185 The passing off claim ultimately failed because no damage had been proved. And the trade mark infringement claim failed because the use of a trade mark on the internet merely by uploading on a website outside Australia was not a use by the website proprietor in every jurisdiction in which the mark is downloaded. Hence, in the absence of any evidence of innocent purchases, there was no infringing use of the trade mark by any innocent person, although his Honour concluded that an occasion of specific use was when the trap purchasers were informed that their orders had been accepted (491 [44]).

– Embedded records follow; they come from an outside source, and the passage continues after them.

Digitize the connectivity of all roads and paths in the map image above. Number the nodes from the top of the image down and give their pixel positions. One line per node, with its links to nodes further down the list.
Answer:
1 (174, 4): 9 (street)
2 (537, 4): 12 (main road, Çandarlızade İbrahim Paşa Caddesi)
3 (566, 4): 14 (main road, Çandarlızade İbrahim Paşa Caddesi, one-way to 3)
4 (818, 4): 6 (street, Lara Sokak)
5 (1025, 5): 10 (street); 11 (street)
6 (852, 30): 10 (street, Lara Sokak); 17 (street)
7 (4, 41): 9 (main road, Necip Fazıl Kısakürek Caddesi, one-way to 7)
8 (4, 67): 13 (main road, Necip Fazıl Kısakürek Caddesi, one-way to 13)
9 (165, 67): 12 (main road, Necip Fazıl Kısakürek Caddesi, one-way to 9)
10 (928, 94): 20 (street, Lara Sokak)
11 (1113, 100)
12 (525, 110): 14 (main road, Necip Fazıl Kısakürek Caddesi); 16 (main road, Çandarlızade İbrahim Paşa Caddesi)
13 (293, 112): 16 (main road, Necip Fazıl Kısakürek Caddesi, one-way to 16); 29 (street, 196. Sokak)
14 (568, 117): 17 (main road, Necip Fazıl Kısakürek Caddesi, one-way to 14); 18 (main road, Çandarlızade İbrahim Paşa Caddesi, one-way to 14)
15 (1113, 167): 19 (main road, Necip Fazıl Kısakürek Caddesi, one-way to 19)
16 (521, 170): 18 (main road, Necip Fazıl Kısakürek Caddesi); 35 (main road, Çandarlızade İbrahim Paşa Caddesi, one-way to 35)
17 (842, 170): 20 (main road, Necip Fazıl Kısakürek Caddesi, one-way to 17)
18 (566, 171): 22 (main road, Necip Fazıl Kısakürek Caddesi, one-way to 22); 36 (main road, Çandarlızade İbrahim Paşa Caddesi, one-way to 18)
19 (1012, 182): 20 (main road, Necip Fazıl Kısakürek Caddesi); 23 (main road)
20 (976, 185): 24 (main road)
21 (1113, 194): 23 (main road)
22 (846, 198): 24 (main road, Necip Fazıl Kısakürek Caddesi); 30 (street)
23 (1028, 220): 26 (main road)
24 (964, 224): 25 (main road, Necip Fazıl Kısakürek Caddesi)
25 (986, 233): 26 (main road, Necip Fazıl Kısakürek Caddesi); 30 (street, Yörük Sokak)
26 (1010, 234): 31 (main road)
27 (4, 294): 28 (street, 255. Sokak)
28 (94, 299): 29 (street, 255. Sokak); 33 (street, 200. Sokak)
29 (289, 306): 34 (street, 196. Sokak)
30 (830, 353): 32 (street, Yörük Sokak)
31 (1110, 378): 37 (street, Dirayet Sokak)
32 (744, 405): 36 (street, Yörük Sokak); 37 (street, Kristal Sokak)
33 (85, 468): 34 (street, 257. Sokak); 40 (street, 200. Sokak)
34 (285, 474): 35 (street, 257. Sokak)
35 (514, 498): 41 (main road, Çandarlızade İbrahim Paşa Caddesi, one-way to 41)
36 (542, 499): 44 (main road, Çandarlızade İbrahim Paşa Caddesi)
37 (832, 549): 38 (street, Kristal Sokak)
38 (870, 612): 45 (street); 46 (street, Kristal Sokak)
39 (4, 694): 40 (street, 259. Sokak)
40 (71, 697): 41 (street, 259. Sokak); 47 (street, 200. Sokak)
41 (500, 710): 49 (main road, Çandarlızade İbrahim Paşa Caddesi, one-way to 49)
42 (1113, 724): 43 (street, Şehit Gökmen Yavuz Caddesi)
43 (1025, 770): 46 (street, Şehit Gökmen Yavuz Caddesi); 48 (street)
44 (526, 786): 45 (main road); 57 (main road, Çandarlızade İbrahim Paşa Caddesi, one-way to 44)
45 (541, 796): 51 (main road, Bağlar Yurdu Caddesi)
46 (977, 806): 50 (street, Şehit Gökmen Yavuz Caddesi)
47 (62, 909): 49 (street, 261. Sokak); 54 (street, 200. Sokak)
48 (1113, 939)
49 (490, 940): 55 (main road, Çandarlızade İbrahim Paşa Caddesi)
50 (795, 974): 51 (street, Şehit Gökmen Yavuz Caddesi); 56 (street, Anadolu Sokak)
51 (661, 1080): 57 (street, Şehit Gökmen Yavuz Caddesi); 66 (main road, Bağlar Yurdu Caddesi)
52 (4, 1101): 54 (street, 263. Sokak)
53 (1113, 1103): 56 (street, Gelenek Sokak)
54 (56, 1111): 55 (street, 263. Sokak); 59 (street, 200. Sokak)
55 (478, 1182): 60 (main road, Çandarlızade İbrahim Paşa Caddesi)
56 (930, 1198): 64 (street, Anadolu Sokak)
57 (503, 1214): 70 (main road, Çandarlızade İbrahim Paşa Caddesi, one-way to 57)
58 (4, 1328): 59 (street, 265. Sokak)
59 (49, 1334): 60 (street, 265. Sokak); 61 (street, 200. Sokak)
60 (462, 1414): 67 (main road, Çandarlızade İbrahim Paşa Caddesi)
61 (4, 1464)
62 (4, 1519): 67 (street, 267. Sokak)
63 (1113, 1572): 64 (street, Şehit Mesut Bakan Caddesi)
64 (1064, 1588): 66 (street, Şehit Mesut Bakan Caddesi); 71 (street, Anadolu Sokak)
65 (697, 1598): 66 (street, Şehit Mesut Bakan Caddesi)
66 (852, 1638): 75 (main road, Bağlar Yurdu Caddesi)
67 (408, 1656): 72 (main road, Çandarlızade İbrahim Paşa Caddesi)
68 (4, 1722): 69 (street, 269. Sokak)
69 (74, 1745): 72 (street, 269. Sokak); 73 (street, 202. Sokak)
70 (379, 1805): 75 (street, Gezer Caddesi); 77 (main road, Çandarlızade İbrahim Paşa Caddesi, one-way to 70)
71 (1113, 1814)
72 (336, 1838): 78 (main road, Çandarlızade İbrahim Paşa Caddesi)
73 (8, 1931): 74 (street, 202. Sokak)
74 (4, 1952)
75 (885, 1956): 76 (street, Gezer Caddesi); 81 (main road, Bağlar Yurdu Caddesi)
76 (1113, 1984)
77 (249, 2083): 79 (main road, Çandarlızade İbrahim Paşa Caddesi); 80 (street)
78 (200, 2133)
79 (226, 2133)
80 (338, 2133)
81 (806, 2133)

186 The second further decision to which Valve referred was Dow Jones and Company Inc v Gutnick [2002] HCA 56; (2002) 210 CLR 575. The principal issue in that case, as Gleeson CJ, McHugh, Gummow and Hayne JJ explained in the joint judgment (at 595 [4]), was whether the Supreme Court of Victoria was a clearly inappropriate forum for the trial of a defamation action concerning material published on the internet. This raised the question: "where was the material of which Mr Gutnick complained published"?

187 As senior counsel for Valve rightly submitted, the decision in Dow Jones is of limited assistance in relation to characterising the conduct for the purposes of the statutory norms in ss 18(1) and 29(1)(m). This is because the focus of the law of defamation is damage by publication. As their Honours said in the joint judgment (600 [26]):

Harm to reputation is done when a defamatory publication is comprehended by the reader, the listener, or the observer. Until then, no harm is done by it. This being so it would be wrong to treat publication as if it were a unilateral act on the part of the publisher alone. It is not. It is a bilateral act - in which the publisher makes it available and a third party has it available for his or her comprehension.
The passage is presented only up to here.